Each user in D referred as a tuple, denoted with t. For example, the Table given in Fig. 2a has six tuples, and each tuple has unique id. The original dataset about users can contain outliers, missing values for some QIs, and incomplete tuples. Therefore, the proposed algorithm pre-processes the user’s data before feeding it into the anonymization process. It removes the outliers present in the data which are not feasible for the analysis. Furthermore, it eliminates records with unknown (i.e., missing) values from the data. In some cases, the data processing model needs information in a specified format. Therefore, the proposed algorithm formats the data and performs enrichment if required for data processing. With the help of data pre-processing, a cleaned dataset can be obtained which contains complete information about each user.

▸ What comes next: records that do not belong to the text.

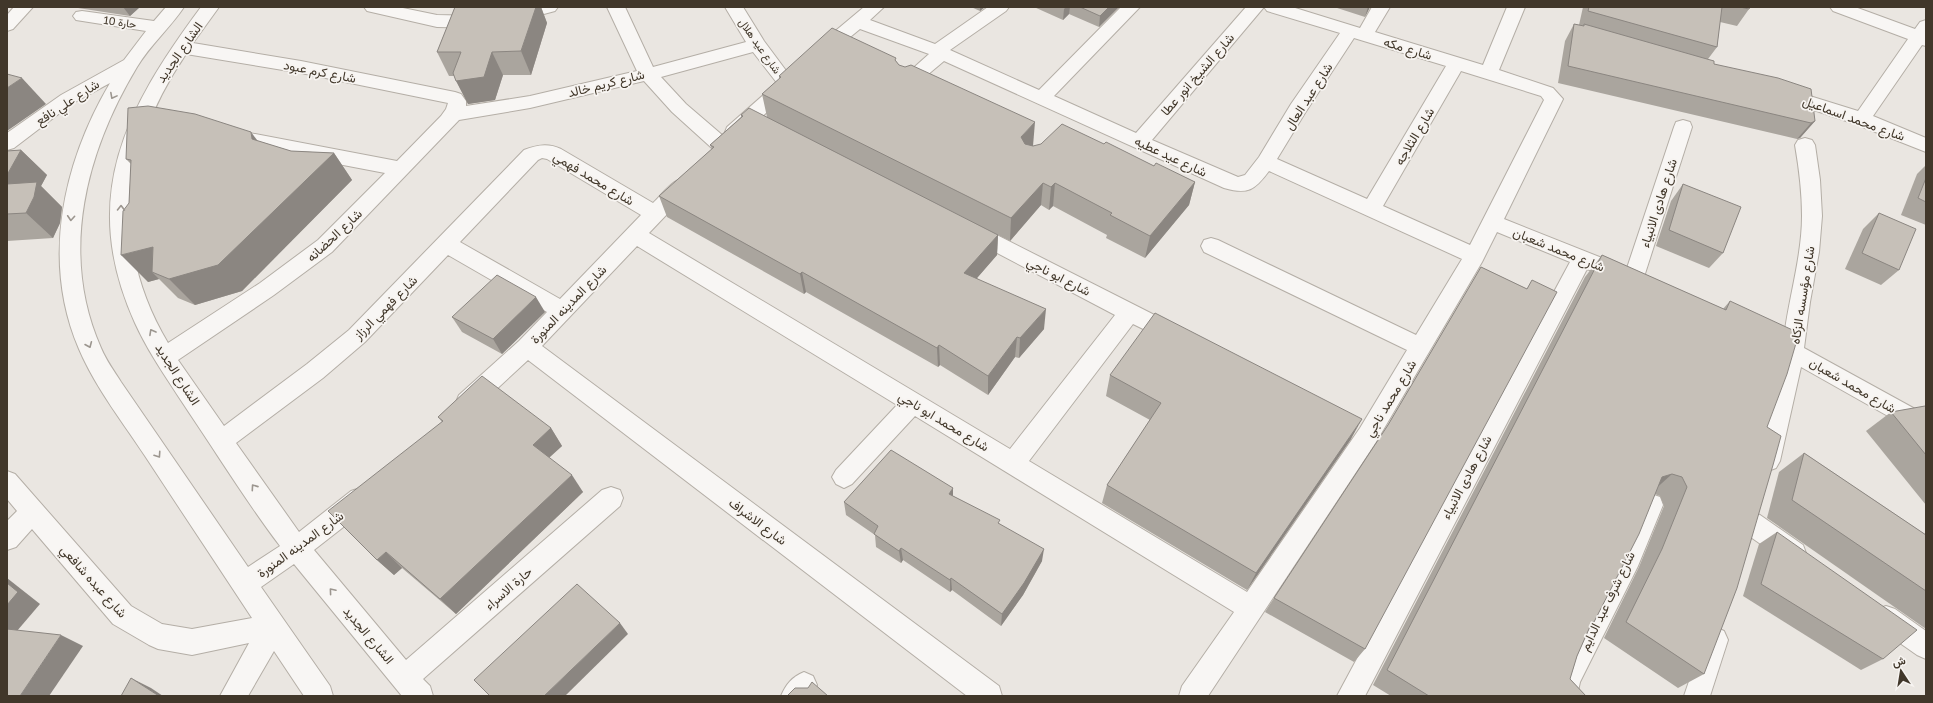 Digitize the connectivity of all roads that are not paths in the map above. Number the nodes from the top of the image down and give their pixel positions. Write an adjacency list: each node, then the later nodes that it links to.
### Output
1 (24, 7): 18 (street)
2 (175, 7): 19 (street)
3 (210, 7): 23 (street, الشارع الجديد)
4 (373, 7): 16 (street)
5 (549, 7): 16 (street)
6 (616, 7): 28 (street)
7 (734, 7): 22 (street, شارع عيد هلال)
8 (1000, 7): 24 (street)
9 (1131, 7): 33 (street)
10 (1255, 7): 42 (street, شارع الشيخ انور عطا)
11 (1273, 7): 20 (street, شارع مكه)
12 (1381, 7): 20 (street, شارع عبد العال)
13 (1516, 7): 27 (street)
14 (1839, 7): 21 (street)
15 (867, 12): 24 (street, شارع عيد عطيه); 30 (street, شارع المدينه المنورة)
16 (441, 14)
17 (82, 16): 19 (street, حارة 10)
18 (7, 25)
19 (159, 27): 26 (street)
20 (1358, 33): 25 (street, شارع مكه); 48 (street, شارع عبد العال)
21 (1924, 35): 37 (street)
22 (757, 45): 28 (street, شارع كريم خالد); 30 (street, شارع عيد هلال)
23 (181, 47): 34 (street, شارع كرم عبود); 68 (street, الشارع الجديد, one-way to 23)
24 (939, 52): 29 (street); 33 (street, شارع عيد عطيه)
25 (1457, 63): 27 (street, شارع مكه); 50 (street, شارع الثلاجه)
26 (130, 64): 43 (street, شارع علي نافع); 85 (street, one-way to 85)
27 (1489, 72): 31 (street, شارع مكه)
28 (647, 74): 34 (street, شارع كريم خالد); 47 (street)
29 (907, 83)
30 (787, 84): 36 (street, شارع المدينه المنورة)
31 (1542, 90): 53 (street, شارع محمد ناجي)
32 (1769, 90): 37 (street, شارع محمد اسماعيل)
33 (1042, 98): 35 (street, شارع عيد عطيه)
34 (455, 107): 49 (street, شارع الحضانه)
35 (1080, 115): 40 (street); 42 (street, شارع عيد عطيه)
36 (750, 118): 39 (street); 47 (street, شارع المدينه المنورة)
37 (1862, 119): 44 (street, شارع محمد اسماعيل)
38 (1683, 127): 59 (street, شارع هادى الانبياء)
39 (771, 129)
40 (1064, 130)
41 (224, 135): 49 (street)
42 (1140, 141): 48 (street, شارع عيد عطيه)
43 (7, 143)
44 (1926, 144)
45 (1805, 145): 67 (street, شارع مؤسسه الزكاه)
46 (531, 155): 51 (street, شارع محمد فهمي); 55 (street, شارع فهمي الرزاز)
47 (710, 156): 51 (street, شارع المدينه المنورة)
48 (1266, 162): 50 (street)
49 (400, 170): 68 (street, شارع الحضانه)
50 (1371, 208): 57 (street)
51 (655, 214): 54 (street, شارع المدينه المنورة)
52 (954, 222): 62 (street, شارع ابو ناجي)
53 (1492, 222): 57 (street, شارع محمد ناجي); 58 (street, شارع محمد شعبان)
54 (636, 235): 61 (street, شارع المدينه المنورة); 69 (street, شارع محمد ابو ناجي)
55 (446, 244): 61 (street); 72 (street, شارع فهمي الرزاز)
56 (1211, 246): 66 (street)
57 (1475, 256): 66 (street, شارع محمد ناجي)
58 (1582, 259): 59 (street, شارع محمد شعبان); 96 (street, شارع هادى الانبياء)
59 (1621, 275): 60 (street, شارع محمد شعبان)
60 (1654, 289)
61 (562, 311): 65 (street, شارع المدينه المنورة)
62 (1130, 312): 64 (street, شارع ابو ناجي); 73 (street)
63 (1760, 335): 67 (street, شارع محمد شعبان)
64 (1193, 344)
65 (527, 346): 70 (street, شارع المدينه المنورة); 94 (street, شارع الاشراف)
66 (1421, 347): 87 (street, شارع محمد ناجي)
67 (1793, 351): 71 (street, شارع محمد شعبان); 75 (street, شارع مؤسسه الزكاه)
68 (165, 357): 72 (street, الشارع الجديد)
69 (913, 403): 73 (street, شارع محمد ابو ناجي); 74 (street)
70 (452, 415)
71 (1926, 426)
72 (221, 441): 83 (street, الشارع الجديد, one-way to 72)
73 (1013, 463): 87 (street, شارع محمد ابو ناجي)
74 (844, 477)
75 (1763, 479)
76 (7, 482): 80 (street, شارع عبده شافعي)
77 (373, 488): 83 (street, شارع المدينه المنورة)
78 (611, 498): 91 (street, حارة الاسراء)
79 (1651, 505): 97 (street, شارع شرف عبد الدايم)
80 (32, 511): 82 (street); 89 (street, شارع عبده شافعي)
81 (1750, 523): 84 (street)
82 (7, 539)
83 (297, 548): 85 (street, شارع المدينه المنورة); 91 (street, الشارع الجديد, one-way to 83)
84 (1816, 568)
85 (245, 583): 89 (street)
86 (1868, 605): 90 (street)
87 (1251, 608): 95 (street, شارع محمد ناجي)
88 (1720, 621): 98 (street)
89 (274, 626): 92 (street); 93 (street)
90 (1926, 646)
91 (413, 687)
92 (233, 696)
93 (320, 696)
94 (989, 696)
95 (1192, 696)
96 (1350, 696)
97 (1567, 696)
98 (1697, 696)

3.2 Quantifying the susceptibility weights of the quasi identifiers present in users’ dataset

A number of studies have examined the QI’s effect on user privacy [50, 51, 53, 56, 71]. Some studies reported the attacks that can be launched by targeting the QIs having more unique values and quantifying the significance of QIs. However, most of the existing studies do not consider the susceptibility of the QIs in terms of SA inferences to be made based on QI’s values that may explicitly disclose private information about a set of users rather than an individual user from the released data. Hence, such susceptible QIs are risky for the users’ community privacy disclosure rather than identity or attribute disclosure of a single user. Susceptible QI refers to a user attribute having many similar values and it allows attacker to make user’s community based on these values, which is subsequently used to infer the SA of the users associated with that community. In this paper, we identify the susceptible QIs from D, and quantify their weights using random forest (RF) [73] to reduce the unique identifications of multiple users. The steps used to quantify the susceptibility weights of QIs are depicted in Fig. 4. RF [73] is a well-known machine learning algorithm, and it yields superior accuracy values among comparable algorithms. It builds an ensemble of classification and regression trees (CARTs) from samples of the training data, and provides accuracy values by averaging all trees errors or votes.

Fig. 4

Steps of determining the susceptibility weights of QIs in user’s dataset

It provides many valuable statistics about the data used in the underlying process. It has two main parameters: the number of trees (ntree) and the number of variables (i.e., QIs) required at the tree node split (mtry)—so it is very easy to adjust them. The rationale for using the RF method is its ability to consider the impact of each QI individually as well as in multivariate interactions with other QIs. To provide a deeper insight into the underlying QI’s susceptibility weights computation process, we categorize the whole mechanism into five steps- the users data input, RF parameter (s) settings, building of the CARTs, accuracy values analysis, and data alteration and RF parameters tuning for the model re-building. The user’s data D, where D = {N, Q, S} is provided as an input to the RF. The set Q and S are used as predictors and target class, respectively. We divide the D into two partitions, two-thirds as training (e.g., the data on which the algorithm was trained) and one-third as testing (i.e., the data used for validation and testing purposes) data.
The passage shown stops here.